Task prompt
Copy each line of the entries that contains the word "Tony".
---------- Provided records
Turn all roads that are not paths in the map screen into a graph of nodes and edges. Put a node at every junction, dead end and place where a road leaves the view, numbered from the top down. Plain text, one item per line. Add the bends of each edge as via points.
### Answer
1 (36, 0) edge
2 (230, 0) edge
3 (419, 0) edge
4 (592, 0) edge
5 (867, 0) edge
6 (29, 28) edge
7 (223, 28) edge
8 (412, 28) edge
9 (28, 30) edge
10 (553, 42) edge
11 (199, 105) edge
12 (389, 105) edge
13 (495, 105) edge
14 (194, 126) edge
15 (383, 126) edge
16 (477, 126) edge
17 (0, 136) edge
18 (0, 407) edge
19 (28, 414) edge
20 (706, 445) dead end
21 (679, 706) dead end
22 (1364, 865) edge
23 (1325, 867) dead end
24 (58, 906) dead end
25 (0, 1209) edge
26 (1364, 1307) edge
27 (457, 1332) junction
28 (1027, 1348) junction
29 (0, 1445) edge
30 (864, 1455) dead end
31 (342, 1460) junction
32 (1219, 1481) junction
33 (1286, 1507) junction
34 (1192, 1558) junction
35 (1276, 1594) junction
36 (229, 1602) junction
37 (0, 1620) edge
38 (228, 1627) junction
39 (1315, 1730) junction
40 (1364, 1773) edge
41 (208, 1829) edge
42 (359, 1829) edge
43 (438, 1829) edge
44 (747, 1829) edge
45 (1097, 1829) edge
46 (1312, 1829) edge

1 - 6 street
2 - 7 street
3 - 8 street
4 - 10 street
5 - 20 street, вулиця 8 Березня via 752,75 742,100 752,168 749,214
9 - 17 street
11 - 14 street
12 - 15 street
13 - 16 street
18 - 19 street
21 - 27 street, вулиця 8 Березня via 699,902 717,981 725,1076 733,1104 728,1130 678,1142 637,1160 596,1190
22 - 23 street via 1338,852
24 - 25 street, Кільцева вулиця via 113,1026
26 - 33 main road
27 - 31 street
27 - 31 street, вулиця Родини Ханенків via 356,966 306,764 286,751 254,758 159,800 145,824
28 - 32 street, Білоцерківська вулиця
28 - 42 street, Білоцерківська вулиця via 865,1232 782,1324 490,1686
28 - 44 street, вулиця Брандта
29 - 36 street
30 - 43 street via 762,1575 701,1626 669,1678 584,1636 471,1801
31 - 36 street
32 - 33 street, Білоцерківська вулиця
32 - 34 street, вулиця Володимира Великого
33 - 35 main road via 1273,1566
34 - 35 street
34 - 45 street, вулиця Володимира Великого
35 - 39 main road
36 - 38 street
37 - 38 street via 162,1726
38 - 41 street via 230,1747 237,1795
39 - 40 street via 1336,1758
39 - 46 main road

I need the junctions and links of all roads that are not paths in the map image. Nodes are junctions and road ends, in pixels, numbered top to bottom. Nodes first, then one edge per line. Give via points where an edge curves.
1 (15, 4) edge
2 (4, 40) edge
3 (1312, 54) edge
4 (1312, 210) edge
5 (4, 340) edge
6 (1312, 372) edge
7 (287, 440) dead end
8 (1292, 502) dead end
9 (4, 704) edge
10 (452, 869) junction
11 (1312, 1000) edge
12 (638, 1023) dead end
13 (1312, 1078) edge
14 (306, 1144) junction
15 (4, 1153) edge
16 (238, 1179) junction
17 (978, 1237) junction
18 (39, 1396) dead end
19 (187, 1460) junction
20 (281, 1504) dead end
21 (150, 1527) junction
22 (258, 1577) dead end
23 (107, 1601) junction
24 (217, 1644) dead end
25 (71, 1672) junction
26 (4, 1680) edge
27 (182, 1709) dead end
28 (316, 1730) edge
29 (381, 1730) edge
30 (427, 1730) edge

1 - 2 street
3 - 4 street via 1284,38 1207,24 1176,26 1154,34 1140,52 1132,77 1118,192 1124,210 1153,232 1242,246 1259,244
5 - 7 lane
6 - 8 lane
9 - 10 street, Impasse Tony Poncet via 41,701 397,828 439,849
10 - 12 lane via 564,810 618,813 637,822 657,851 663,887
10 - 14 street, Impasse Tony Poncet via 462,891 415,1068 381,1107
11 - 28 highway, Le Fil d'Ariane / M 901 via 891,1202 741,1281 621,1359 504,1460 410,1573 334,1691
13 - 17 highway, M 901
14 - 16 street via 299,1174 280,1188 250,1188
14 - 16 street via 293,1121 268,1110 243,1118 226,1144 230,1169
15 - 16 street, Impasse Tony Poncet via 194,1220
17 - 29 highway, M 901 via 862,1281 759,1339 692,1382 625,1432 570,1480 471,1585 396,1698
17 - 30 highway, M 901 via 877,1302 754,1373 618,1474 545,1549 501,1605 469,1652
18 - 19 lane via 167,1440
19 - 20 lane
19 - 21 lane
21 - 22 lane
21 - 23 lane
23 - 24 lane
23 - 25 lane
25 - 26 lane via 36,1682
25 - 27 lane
--------------------
Response box
9 - 10 street, Impasse Tony Poncet via 41,701 397,828 439,849
10 - 14 street, Impasse Tony Poncet via 462,891 415,1068 381,1107
15 - 16 street, Impasse Tony Poncet via 194,1220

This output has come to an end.